(Beginning of Input data)

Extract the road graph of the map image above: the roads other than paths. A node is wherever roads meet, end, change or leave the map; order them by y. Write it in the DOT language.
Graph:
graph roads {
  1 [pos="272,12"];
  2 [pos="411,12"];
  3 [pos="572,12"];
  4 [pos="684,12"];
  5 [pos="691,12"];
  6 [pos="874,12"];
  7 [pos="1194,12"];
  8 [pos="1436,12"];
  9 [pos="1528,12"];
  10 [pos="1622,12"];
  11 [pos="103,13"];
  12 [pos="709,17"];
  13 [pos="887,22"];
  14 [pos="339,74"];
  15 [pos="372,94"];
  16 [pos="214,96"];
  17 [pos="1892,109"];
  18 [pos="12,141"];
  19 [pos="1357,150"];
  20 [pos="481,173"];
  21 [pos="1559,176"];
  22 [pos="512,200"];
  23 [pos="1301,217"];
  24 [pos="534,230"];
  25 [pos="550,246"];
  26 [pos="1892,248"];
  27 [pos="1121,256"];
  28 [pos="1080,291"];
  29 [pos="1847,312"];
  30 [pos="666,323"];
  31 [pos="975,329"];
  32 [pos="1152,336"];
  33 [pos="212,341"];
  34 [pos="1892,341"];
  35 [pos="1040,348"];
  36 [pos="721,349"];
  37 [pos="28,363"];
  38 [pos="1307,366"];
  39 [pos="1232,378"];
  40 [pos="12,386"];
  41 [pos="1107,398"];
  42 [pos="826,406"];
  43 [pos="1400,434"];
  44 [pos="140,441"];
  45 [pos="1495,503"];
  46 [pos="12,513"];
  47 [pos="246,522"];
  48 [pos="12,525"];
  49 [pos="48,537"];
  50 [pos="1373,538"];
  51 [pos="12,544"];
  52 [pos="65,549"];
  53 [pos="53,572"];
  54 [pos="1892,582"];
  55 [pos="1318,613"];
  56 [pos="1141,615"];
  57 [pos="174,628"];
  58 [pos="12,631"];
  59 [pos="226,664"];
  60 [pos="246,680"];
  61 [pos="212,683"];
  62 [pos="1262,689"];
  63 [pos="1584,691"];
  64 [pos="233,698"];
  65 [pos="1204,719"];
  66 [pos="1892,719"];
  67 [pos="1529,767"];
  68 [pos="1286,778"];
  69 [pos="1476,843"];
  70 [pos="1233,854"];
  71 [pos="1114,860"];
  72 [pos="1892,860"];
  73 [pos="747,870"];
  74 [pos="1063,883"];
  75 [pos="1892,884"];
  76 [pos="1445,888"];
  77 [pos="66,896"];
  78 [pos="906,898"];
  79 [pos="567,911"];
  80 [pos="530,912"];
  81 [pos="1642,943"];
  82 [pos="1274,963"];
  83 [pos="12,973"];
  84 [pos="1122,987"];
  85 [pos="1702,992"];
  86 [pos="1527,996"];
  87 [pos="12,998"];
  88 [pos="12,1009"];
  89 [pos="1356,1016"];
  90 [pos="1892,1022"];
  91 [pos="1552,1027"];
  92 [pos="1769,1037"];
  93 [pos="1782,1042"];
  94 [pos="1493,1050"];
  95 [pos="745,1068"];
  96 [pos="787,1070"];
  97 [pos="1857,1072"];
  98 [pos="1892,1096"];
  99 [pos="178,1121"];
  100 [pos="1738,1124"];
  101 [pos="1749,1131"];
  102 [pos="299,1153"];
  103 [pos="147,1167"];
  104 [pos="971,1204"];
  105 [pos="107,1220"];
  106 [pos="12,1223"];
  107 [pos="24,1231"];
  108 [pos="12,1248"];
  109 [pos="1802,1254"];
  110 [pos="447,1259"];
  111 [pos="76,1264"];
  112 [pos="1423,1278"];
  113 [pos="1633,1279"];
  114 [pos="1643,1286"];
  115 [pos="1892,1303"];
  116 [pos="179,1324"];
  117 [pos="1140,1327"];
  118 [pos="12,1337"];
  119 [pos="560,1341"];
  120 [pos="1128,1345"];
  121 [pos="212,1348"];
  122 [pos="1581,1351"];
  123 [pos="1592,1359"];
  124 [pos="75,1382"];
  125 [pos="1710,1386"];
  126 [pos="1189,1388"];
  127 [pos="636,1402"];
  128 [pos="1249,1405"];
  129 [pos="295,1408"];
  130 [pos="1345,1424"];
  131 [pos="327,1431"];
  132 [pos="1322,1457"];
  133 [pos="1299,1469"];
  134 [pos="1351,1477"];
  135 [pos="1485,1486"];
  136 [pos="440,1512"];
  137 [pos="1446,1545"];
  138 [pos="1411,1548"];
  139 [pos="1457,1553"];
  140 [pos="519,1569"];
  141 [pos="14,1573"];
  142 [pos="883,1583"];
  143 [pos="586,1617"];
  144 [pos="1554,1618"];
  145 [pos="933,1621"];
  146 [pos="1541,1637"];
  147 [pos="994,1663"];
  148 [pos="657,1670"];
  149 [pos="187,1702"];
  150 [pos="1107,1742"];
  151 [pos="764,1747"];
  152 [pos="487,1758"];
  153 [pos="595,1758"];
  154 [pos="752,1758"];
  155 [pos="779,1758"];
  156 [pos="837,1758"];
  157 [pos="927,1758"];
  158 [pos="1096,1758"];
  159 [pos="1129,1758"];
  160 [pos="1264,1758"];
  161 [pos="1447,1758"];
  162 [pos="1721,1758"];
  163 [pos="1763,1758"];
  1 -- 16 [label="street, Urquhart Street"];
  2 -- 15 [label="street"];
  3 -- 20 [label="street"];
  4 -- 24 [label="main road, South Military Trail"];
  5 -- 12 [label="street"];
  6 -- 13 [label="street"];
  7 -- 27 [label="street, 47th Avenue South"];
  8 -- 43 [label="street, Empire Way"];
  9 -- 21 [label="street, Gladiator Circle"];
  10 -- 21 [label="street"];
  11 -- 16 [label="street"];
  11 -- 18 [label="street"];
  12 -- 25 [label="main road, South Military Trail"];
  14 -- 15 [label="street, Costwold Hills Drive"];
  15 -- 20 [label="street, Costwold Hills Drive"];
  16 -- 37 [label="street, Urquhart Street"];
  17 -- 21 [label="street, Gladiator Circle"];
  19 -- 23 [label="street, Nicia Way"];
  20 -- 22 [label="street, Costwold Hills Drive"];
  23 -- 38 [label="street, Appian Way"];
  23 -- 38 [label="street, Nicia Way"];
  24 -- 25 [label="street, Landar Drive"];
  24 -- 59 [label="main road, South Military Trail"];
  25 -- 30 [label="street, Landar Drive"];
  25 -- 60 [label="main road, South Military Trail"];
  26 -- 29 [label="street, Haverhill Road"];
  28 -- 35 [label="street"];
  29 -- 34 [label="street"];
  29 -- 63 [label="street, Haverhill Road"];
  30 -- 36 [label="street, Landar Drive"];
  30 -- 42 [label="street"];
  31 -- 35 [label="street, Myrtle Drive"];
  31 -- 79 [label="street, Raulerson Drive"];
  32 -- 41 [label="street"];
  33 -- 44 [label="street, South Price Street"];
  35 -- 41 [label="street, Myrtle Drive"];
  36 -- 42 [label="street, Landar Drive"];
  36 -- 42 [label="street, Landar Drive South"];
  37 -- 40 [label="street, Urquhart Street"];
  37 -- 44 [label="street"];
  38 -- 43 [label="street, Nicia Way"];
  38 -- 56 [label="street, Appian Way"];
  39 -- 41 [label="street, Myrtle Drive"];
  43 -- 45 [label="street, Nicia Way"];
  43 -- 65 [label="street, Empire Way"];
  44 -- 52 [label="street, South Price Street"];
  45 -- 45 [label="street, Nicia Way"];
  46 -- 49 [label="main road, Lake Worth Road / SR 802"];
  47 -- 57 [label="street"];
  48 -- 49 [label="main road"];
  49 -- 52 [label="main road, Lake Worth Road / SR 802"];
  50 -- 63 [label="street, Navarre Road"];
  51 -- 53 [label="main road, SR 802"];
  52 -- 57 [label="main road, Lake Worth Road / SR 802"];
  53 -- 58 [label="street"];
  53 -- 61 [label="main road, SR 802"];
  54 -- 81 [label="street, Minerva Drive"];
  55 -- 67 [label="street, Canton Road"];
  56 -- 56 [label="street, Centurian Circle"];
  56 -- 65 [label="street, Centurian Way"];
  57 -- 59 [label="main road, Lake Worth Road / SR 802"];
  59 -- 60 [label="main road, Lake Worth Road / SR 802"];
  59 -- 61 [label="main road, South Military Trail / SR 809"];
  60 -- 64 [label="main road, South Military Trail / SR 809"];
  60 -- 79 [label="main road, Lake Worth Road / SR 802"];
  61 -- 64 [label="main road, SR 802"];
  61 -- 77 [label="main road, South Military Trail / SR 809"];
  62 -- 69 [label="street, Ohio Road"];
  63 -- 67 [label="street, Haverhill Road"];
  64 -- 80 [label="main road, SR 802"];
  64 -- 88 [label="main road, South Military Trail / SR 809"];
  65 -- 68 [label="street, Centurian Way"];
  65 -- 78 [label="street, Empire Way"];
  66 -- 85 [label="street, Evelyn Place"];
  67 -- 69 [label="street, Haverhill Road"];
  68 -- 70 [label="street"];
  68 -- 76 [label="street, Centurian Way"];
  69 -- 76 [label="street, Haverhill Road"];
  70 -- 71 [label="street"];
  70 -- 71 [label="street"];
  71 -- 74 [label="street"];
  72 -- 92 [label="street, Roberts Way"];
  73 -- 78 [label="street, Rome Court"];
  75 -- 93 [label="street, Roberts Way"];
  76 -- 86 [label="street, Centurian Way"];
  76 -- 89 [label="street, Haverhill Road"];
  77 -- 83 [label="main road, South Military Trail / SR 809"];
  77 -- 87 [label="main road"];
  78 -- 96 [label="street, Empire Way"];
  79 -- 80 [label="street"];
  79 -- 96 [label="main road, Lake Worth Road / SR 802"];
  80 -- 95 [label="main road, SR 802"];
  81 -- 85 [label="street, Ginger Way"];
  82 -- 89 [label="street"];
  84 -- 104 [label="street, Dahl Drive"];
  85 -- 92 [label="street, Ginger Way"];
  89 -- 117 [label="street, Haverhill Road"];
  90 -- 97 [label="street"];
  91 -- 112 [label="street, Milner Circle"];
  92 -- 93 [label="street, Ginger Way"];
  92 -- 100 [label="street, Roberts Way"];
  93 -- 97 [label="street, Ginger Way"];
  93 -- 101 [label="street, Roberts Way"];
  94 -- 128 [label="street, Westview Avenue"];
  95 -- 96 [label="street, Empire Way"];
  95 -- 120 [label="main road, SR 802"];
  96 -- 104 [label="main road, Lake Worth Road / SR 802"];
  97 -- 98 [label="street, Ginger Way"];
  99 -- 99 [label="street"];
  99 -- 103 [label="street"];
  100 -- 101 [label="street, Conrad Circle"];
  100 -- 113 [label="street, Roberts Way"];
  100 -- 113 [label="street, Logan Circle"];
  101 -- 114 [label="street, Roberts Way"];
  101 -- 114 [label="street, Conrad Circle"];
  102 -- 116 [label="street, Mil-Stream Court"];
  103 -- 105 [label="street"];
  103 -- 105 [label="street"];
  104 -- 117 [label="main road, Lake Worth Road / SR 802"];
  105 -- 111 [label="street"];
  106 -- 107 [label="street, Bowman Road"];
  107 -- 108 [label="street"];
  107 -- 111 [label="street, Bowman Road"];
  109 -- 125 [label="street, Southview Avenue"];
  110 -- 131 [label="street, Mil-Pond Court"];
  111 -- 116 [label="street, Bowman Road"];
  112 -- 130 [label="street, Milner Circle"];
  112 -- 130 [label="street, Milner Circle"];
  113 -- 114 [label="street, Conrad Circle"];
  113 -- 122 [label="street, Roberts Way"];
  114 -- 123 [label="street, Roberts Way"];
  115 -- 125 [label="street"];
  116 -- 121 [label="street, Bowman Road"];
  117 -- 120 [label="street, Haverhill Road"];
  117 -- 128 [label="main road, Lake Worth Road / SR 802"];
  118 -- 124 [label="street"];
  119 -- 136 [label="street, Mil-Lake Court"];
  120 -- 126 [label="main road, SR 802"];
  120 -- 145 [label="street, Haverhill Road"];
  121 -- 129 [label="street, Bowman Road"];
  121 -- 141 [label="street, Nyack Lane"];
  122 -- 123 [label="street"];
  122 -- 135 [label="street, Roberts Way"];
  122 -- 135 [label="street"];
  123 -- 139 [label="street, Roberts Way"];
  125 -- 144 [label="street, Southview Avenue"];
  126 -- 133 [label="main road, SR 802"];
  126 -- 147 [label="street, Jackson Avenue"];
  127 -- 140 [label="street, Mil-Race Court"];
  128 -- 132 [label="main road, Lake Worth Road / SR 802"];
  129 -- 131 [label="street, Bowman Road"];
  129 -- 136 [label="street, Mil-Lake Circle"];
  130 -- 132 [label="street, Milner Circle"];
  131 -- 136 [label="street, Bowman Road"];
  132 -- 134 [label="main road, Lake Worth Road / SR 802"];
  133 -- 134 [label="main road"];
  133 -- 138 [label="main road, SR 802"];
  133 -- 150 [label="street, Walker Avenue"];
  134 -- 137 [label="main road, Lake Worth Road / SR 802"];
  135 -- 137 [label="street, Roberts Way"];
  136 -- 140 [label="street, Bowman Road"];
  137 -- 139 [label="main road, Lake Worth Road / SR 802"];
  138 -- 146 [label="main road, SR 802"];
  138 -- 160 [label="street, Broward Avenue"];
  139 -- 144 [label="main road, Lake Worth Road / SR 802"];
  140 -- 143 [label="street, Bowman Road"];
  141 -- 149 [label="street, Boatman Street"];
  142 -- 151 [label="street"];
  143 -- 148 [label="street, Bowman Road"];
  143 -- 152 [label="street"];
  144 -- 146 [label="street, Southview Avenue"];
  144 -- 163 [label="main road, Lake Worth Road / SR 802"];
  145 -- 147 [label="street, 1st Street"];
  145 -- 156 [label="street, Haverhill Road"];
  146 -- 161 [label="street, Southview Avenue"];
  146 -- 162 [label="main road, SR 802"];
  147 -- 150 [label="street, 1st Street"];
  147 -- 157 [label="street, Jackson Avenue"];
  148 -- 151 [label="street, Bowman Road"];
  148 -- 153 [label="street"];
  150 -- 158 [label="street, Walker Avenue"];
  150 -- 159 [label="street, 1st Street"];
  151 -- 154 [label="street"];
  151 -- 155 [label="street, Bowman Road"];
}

(End of Input data)

▶ Exercise description: Filter this listing and copy only the lines holding the word "Milner".

▶ Response box:
  91 -- 112 [label="street, Milner Circle"];
  112 -- 130 [label="street, Milner Circle"];
  112 -- 130 [label="street, Milner Circle"];
  130 -- 132 [label="street, Milner Circle"];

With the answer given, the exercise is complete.